The derivation of structural information from spectroscopic data is now an integral part of organic chemistry courses at all Universities. Over recent years, a number of powerful two-dimensional NMR techniques ( e.g. HSQC, HMBC, TOCSY, COSY and NOESY) have been developed and these have vastly expanded the amount of structural information that can be obtained by NMR spectroscopy. Improvements in NMR instrumentation now mean that 2D NMR spectra are routinely (and sometimes automatically) acquired during the identification and characterisation of organic compounds.

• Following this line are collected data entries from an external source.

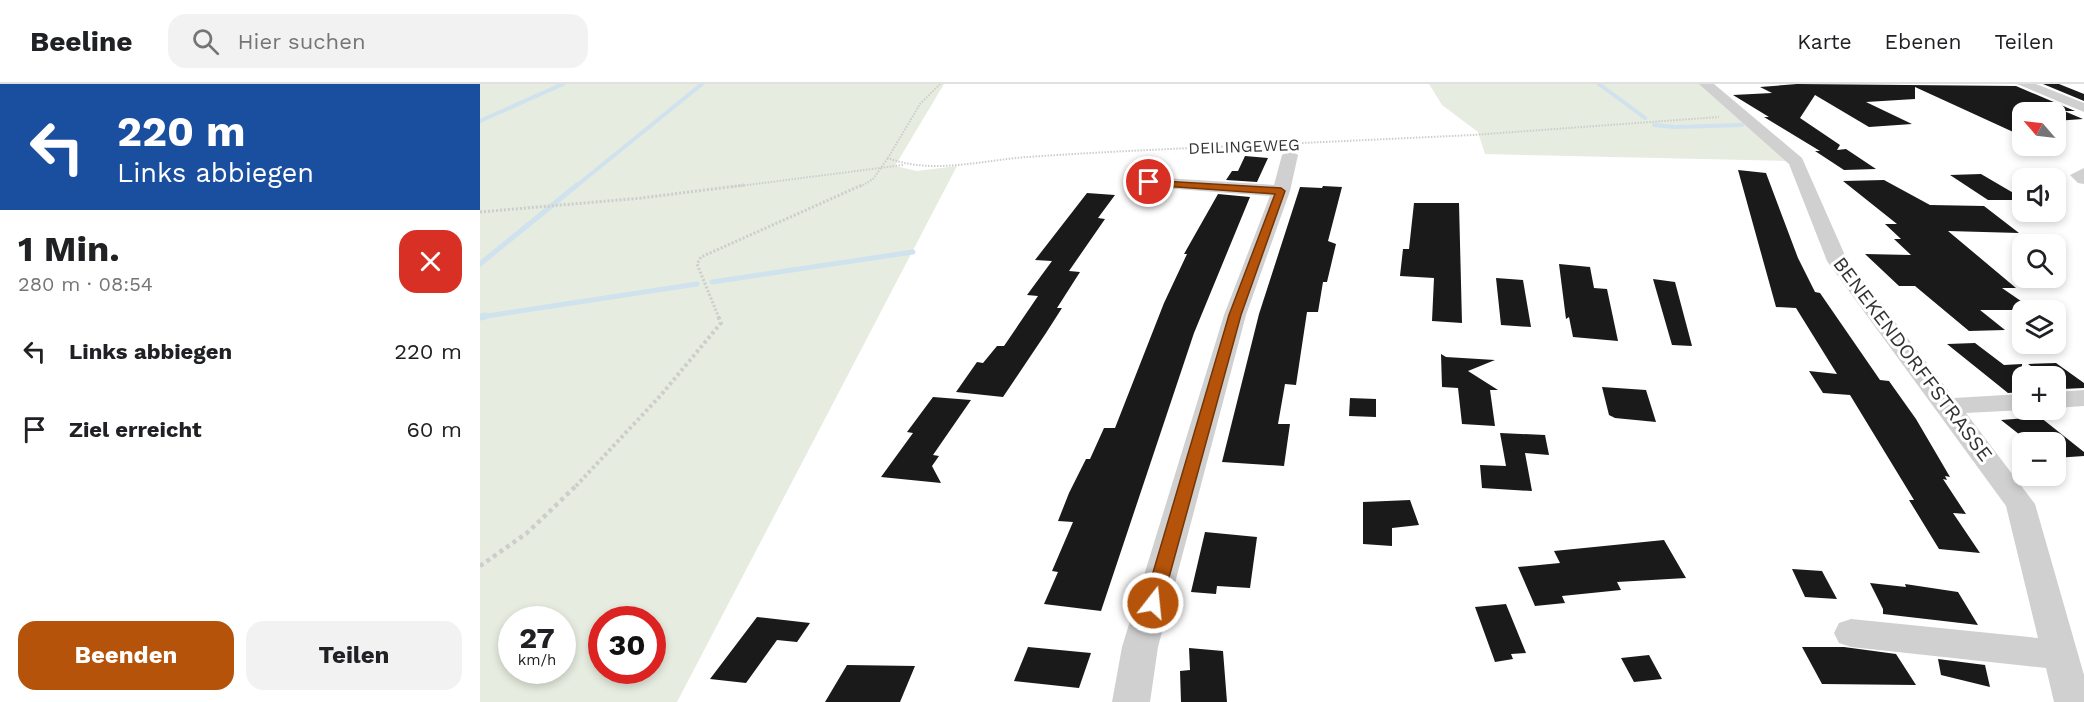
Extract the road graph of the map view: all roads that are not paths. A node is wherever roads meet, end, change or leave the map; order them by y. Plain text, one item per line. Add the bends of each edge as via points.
1 (1706, 84) edge
2 (2024, 84) edge
3 (2084, 108) edge
4 (1289, 147) road end
5 (2084, 173) edge
6 (2084, 179) edge
7 (1149, 182) dead end
8 (1281, 191) junction
9 (2084, 398) edge
10 (2066, 399) edge
11 (2012, 403) edge
12 (1947, 406) junction
13 (1851, 633) dead end
14 (2061, 655) junction
15 (1131, 702) edge
16 (2073, 702) edge

1 - 12 street, BENEKENDORFFSTRASSE via 1797,162 1837,261
2 - 3 street
4 - 8 street
5 - 6 street via 2079,175
7 - 8 street
8 - 15 street via 1235,315 1140,647
9 - 10 street
11 - 12 street
12 - 14 street, BENEKENDORFFSTRASSE via 2020,504
13 - 14 street
14 - 16 street, BENEKENDORFFSTRASSE

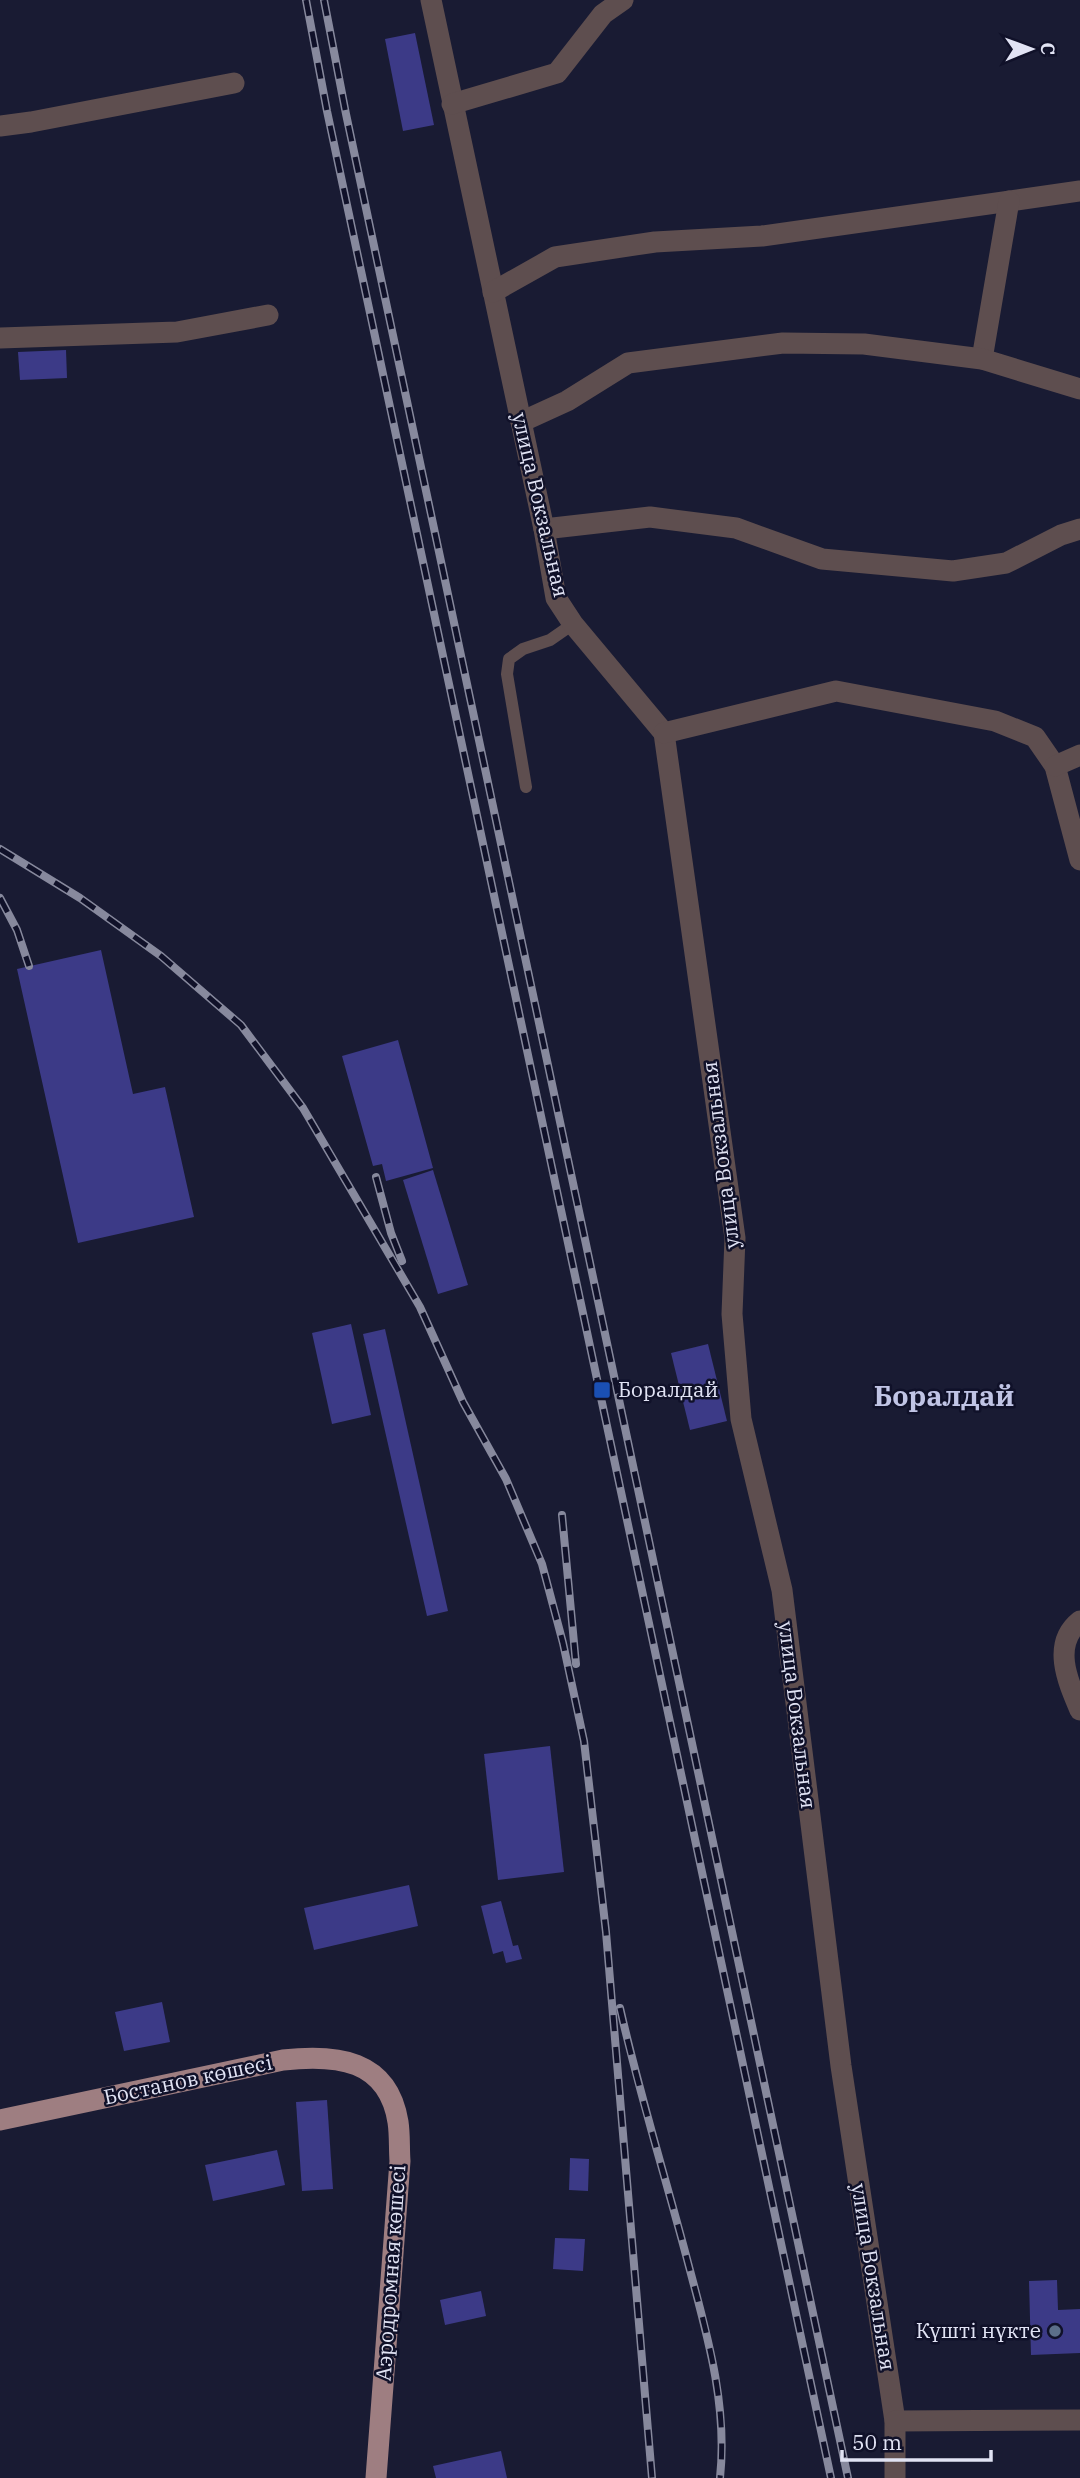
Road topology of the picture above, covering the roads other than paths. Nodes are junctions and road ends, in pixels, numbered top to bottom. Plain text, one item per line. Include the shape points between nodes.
1 (431, 0) edge
2 (623, 0) edge
3 (234, 83) dead end
4 (452, 104) junction
5 (0, 126) edge
6 (1080, 191) edge
7 (1009, 201) junction
8 (493, 292) junction
9 (268, 315) dead end
10 (0, 338) edge
11 (982, 359) junction
12 (1080, 389) edge
13 (521, 422) junction
14 (544, 529) junction
15 (1080, 529) edge
16 (573, 624) junction
17 (664, 733) junction
18 (1080, 755) edge
19 (1055, 766) junction
20 (526, 787) dead end
21 (1080, 860) edge
22 (1080, 1621) edge
23 (1080, 1710) edge
24 (374, 2074) joint
25 (0, 2120) edge
26 (1080, 2420) edge
27 (895, 2421) junction
28 (376, 2478) edge
29 (895, 2478) edge

1 - 4 street, улица Вокзальная
2 - 4 street via 603,14 556,73
3 - 5 street
4 - 8 street, улица Вокзальная
6 - 7 street
7 - 8 street via 762,236 655,242 555,257
7 - 11 street
8 - 13 street, улица Вокзальная
9 - 10 street via 177,332
11 - 12 street
11 - 13 street via 864,344 783,343 687,354 628,363 567,401
13 - 14 street, улица Вокзальная
14 - 15 street via 650,517 736,528 822,559 953,571 1006,563
14 - 16 street, улица Вокзальная via 556,598
16 - 17 street, улица Вокзальная
16 - 20 lane via 509,659 507,674
17 - 19 street via 836,691 995,721 1035,737
17 - 27 street, улица Вокзальная via 735,1238 732,1314 741,1419 782,1590 841,2066
18 - 19 street
19 - 21 street
22 - 23 street via 1069,1630 1062,1658
24 - 25 main road, Бостанов көшесі via 334,2059 283,2060
24 - 28 main road, Аэродромная көшесі via 385,2088 398,2122 400,2161
26 - 27 street
27 - 29 street, улица Вокзальная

Organic Structures from 2D NMR Spectra is a carefully chosen set of more than 60 structural problems employing 2D-NMR spectroscopy. The problems are graded to develop and consolidate a student's understanding of 2D NMR spectroscopy. There are many easy problems at the beginning of the collection, to build confidence and demonstrate the basic principles from which structural information can be extracted using 2D NMR. The accompanying text is very descriptive and focussed on explaining the underlying theory at the most appropriate level to sufficiently tackle the problems.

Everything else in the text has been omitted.